Copy out the records so that each line matches the original.

(Stored data)

- Opening Delimiter -

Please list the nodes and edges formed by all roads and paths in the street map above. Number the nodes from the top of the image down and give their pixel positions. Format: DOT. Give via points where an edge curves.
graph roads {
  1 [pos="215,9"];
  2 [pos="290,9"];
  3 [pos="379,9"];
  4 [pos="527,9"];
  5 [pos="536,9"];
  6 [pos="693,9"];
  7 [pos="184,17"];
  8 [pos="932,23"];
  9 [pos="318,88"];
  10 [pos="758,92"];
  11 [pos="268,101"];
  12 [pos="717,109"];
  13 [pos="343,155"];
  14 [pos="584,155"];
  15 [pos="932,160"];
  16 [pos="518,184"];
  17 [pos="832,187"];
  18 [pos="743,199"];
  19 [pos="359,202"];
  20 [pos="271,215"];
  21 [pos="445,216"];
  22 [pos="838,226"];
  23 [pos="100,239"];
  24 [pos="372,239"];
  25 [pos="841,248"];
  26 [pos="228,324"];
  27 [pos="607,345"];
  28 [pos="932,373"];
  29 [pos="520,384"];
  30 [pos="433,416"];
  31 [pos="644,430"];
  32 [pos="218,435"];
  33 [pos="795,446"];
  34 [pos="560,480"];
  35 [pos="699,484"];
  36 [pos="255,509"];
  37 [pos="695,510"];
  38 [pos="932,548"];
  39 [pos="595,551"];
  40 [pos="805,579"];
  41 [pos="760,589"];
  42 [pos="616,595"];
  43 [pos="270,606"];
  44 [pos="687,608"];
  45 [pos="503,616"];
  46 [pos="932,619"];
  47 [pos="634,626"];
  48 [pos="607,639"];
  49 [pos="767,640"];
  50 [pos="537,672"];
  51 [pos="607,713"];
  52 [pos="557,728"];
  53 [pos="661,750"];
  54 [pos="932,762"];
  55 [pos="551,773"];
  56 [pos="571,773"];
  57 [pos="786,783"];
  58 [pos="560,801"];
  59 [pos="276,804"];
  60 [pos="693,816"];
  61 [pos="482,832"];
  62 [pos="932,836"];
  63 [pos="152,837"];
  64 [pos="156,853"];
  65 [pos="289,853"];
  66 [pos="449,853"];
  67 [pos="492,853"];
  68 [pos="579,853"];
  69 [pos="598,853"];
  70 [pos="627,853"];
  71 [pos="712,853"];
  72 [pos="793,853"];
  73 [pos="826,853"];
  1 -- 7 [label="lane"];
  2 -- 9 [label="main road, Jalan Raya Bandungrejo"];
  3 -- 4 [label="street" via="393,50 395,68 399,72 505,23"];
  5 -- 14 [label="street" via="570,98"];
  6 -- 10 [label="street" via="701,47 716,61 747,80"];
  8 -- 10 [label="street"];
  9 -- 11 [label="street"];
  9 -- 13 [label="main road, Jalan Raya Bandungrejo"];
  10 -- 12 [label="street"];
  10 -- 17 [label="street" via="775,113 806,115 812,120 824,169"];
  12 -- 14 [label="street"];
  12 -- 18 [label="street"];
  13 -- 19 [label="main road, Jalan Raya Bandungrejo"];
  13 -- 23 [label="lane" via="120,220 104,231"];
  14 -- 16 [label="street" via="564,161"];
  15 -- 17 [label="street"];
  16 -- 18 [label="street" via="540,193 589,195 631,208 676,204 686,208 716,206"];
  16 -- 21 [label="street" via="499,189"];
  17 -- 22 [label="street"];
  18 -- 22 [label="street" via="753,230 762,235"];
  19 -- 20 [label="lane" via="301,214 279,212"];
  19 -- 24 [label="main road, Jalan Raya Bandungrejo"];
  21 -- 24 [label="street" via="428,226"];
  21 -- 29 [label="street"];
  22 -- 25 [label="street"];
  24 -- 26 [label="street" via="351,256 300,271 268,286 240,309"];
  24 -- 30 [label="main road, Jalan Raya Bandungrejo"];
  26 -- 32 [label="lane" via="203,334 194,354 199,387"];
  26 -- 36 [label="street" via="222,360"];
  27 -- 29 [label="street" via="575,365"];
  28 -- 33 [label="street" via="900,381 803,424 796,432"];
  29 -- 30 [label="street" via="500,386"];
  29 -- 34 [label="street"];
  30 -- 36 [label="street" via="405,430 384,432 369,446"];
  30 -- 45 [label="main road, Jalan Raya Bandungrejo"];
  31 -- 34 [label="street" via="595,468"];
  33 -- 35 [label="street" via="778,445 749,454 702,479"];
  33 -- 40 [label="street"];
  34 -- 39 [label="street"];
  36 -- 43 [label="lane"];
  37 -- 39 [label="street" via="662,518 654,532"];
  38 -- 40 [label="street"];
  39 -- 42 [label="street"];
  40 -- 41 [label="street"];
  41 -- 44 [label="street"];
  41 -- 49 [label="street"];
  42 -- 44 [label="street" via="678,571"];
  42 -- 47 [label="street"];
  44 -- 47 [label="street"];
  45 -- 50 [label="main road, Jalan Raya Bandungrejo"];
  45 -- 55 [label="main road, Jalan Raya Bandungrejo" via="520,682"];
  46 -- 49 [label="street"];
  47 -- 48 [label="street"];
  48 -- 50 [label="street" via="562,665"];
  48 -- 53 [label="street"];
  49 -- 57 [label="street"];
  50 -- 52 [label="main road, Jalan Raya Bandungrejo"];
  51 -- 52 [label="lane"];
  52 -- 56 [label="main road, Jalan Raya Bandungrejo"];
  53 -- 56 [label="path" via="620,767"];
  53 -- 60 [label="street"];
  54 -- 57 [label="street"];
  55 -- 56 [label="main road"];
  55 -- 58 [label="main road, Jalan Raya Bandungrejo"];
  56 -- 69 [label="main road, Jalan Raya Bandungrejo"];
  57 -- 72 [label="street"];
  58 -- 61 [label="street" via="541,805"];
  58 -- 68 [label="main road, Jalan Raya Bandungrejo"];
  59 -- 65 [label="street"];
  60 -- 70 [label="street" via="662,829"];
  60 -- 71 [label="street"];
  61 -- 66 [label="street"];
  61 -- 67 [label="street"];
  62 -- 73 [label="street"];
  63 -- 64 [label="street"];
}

- Closing Delimiter -

▸ **Answer box**:
Please list the nodes and edges formed by all roads and paths in the street map above. Number the nodes from the top of the image down and give their pixel positions. Format: DOT. Give via points where an edge curves.
graph roads {
  1 [pos="215,9"];
  2 [pos="290,9"];
  3 [pos="379,9"];
  4 [pos="527,9"];
  5 [pos="536,9"];
  6 [pos="693,9"];
  7 [pos="184,17"];
  8 [pos="932,23"];
  9 [pos="318,88"];
  10 [pos="758,92"];
  11 [pos="268,101"];
  12 [pos="717,109"];
  13 [pos="343,155"];
  14 [pos="584,155"];
  15 [pos="932,160"];
  16 [pos="518,184"];
  17 [pos="832,187"];
  18 [pos="743,199"];
  19 [pos="359,202"];
  20 [pos="271,215"];
  21 [pos="445,216"];
  22 [pos="838,226"];
  23 [pos="100,239"];
  24 [pos="372,239"];
  25 [pos="841,248"];
  26 [pos="228,324"];
  27 [pos="607,345"];
  28 [pos="932,373"];
  29 [pos="520,384"];
  30 [pos="433,416"];
  31 [pos="644,430"];
  32 [pos="218,435"];
  33 [pos="795,446"];
  34 [pos="560,480"];
  35 [pos="699,484"];
  36 [pos="255,509"];
  37 [pos="695,510"];
  38 [pos="932,548"];
  39 [pos="595,551"];
  40 [pos="805,579"];
  41 [pos="760,589"];
  42 [pos="616,595"];
  43 [pos="270,606"];
  44 [pos="687,608"];
  45 [pos="503,616"];
  46 [pos="932,619"];
  47 [pos="634,626"];
  48 [pos="607,639"];
  49 [pos="767,640"];
  50 [pos="537,672"];
  51 [pos="607,713"];
  52 [pos="557,728"];
  53 [pos="661,750"];
  54 [pos="932,762"];
  55 [pos="551,773"];
  56 [pos="571,773"];
  57 [pos="786,783"];
  58 [pos="560,801"];
  59 [pos="276,804"];
  60 [pos="693,816"];
  61 [pos="482,832"];
  62 [pos="932,836"];
  63 [pos="152,837"];
  64 [pos="156,853"];
  65 [pos="289,853"];
  66 [pos="449,853"];
  67 [pos="492,853"];
  68 [pos="579,853"];
  69 [pos="598,853"];
  70 [pos="627,853"];
  71 [pos="712,853"];
  72 [pos="793,853"];
  73 [pos="826,853"];
  1 -- 7 [label="lane"];
  2 -- 9 [label="main road, Jalan Raya Bandungrejo"];
  3 -- 4 [label="street" via="393,50 395,68 399,72 505,23"];
  5 -- 14 [label="street" via="570,98"];
  6 -- 10 [label="street" via="701,47 716,61 747,80"];
  8 -- 10 [label="street"];
  9 -- 11 [label="street"];
  9 -- 13 [label="main road, Jalan Raya Bandungrejo"];
  10 -- 12 [label="street"];
  10 -- 17 [label="street" via="775,113 806,115 812,120 824,169"];
  12 -- 14 [label="street"];
  12 -- 18 [label="street"];
  13 -- 19 [label="main road, Jalan Raya Bandungrejo"];
  13 -- 23 [label="lane" via="120,220 104,231"];
  14 -- 16 [label="street" via="564,161"];
  15 -- 17 [label="street"];
  16 -- 18 [label="street" via="540,193 589,195 631,208 676,204 686,208 716,206"];
  16 -- 21 [label="street" via="499,189"];
  17 -- 22 [label="street"];
  18 -- 22 [label="street" via="753,230 762,235"];
  19 -- 20 [label="lane" via="301,214 279,212"];
  19 -- 24 [label="main road, Jalan Raya Bandungrejo"];
  21 -- 24 [label="street" via="428,226"];
  21 -- 29 [label="street"];
  22 -- 25 [label="street"];
  24 -- 26 [label="street" via="351,256 300,271 268,286 240,309"];
  24 -- 30 [label="main road, Jalan Raya Bandungrejo"];
  26 -- 32 [label="lane" via="203,334 194,354 199,387"];
  26 -- 36 [label="street" via="222,360"];
  27 -- 29 [label="street" via="575,365"];
  28 -- 33 [label="street" via="900,381 803,424 796,432"];
  29 -- 30 [label="street" via="500,386"];
  29 -- 34 [label="street"];
  30 -- 36 [label="street" via="405,430 384,432 369,446"];
  30 -- 45 [label="main road, Jalan Raya Bandungrejo"];
  31 -- 34 [label="street" via="595,468"];
  33 -- 35 [label="street" via="778,445 749,454 702,479"];
  33 -- 40 [label="street"];
  34 -- 39 [label="street"];
  36 -- 43 [label="lane"];
  37 -- 39 [label="street" via="662,518 654,532"];
  38 -- 40 [label="street"];
  39 -- 42 [label="street"];
  40 -- 41 [label="street"];
  41 -- 44 [label="street"];
  41 -- 49 [label="street"];
  42 -- 44 [label="street" via="678,571"];
  42 -- 47 [label="street"];
  44 -- 47 [label="street"];
  45 -- 50 [label="main road, Jalan Raya Bandungrejo"];
  45 -- 55 [label="main road, Jalan Raya Bandungrejo" via="520,682"];
  46 -- 49 [label="street"];
  47 -- 48 [label="street"];
  48 -- 50 [label="street" via="562,665"];
  48 -- 53 [label="street"];
  49 -- 57 [label="street"];
  50 -- 52 [label="main road, Jalan Raya Bandungrejo"];
  51 -- 52 [label="lane"];
  52 -- 56 [label="main road, Jalan Raya Bandungrejo"];
  53 -- 56 [label="path" via="620,767"];
  53 -- 60 [label="street"];
  54 -- 57 [label="street"];
  55 -- 56 [label="main road"];
  55 -- 58 [label="main road, Jalan Raya Bandungrejo"];
  56 -- 69 [label="main road, Jalan Raya Bandungrejo"];
  57 -- 72 [label="street"];
  58 -- 61 [label="street" via="541,805"];
  58 -- 68 [label="main road, Jalan Raya Bandungrejo"];
  59 -- 65 [label="street"];
  60 -- 70 [label="street" via="662,829"];
  60 -- 71 [label="street"];
  61 -- 66 [label="street"];
  61 -- 67 [label="street"];
  62 -- 73 [label="street"];
  63 -- 64 [label="street"];
}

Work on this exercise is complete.